* [TASK TO CARRY OUT]:
Using the data below, find how many lines include the word "Solapur" and report that figure alone.

----------------

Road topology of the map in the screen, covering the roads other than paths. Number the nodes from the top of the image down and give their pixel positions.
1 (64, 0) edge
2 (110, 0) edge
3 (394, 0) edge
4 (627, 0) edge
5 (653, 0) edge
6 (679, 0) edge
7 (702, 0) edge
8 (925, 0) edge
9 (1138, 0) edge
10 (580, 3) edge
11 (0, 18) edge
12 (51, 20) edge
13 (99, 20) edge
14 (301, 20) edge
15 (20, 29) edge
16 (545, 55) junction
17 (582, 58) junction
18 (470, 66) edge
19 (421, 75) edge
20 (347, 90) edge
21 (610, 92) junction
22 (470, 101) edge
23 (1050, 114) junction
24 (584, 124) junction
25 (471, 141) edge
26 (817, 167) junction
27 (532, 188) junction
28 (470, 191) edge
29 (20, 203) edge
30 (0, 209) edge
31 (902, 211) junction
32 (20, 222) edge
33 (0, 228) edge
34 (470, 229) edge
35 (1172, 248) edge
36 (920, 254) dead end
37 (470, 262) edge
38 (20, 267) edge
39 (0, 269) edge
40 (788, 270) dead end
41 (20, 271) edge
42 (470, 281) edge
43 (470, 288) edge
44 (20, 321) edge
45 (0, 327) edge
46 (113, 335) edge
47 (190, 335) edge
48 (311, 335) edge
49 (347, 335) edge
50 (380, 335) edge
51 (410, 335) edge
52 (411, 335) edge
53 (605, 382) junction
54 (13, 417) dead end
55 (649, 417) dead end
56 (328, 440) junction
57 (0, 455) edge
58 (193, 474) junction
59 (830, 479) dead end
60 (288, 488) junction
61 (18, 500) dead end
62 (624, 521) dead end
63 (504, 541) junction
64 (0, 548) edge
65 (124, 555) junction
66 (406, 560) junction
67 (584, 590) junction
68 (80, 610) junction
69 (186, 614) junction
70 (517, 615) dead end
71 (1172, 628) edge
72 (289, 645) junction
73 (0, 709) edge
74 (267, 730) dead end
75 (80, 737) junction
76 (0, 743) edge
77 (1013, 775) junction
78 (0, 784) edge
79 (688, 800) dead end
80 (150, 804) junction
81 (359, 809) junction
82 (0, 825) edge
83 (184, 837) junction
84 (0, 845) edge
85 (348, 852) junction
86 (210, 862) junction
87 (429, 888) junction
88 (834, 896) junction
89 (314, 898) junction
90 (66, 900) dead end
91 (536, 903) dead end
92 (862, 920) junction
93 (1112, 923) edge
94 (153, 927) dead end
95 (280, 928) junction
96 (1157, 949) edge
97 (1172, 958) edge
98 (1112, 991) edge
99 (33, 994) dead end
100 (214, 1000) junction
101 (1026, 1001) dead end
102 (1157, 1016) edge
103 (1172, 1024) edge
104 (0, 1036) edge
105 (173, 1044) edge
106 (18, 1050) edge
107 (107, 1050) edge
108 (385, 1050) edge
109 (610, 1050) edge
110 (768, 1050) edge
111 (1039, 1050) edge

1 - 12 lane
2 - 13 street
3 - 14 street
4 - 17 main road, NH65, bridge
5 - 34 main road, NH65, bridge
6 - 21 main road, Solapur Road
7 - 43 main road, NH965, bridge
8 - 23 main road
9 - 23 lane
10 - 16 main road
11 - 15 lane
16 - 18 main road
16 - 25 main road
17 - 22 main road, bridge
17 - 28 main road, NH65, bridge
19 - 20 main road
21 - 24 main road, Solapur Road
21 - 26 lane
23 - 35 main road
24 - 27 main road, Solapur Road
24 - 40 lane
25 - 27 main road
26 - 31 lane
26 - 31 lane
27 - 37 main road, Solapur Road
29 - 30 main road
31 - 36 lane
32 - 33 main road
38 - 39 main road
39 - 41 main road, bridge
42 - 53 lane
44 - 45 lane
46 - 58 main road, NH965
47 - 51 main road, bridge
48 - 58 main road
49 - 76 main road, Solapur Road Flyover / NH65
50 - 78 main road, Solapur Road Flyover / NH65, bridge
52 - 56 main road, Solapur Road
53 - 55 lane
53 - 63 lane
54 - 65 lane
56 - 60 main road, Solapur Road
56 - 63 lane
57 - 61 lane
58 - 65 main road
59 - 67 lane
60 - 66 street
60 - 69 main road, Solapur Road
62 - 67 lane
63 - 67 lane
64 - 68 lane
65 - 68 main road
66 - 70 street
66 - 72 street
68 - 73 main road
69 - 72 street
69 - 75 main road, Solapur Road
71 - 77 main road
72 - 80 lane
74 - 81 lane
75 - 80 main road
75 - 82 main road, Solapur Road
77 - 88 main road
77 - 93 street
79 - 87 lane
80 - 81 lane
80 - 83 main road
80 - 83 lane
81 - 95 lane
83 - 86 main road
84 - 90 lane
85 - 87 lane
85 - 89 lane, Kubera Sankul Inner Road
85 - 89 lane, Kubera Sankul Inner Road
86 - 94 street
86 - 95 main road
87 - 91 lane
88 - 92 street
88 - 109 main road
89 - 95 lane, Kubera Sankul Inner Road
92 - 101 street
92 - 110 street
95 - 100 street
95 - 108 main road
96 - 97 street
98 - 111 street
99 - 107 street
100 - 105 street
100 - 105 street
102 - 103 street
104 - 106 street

----------------

* [SOLUTION]:
11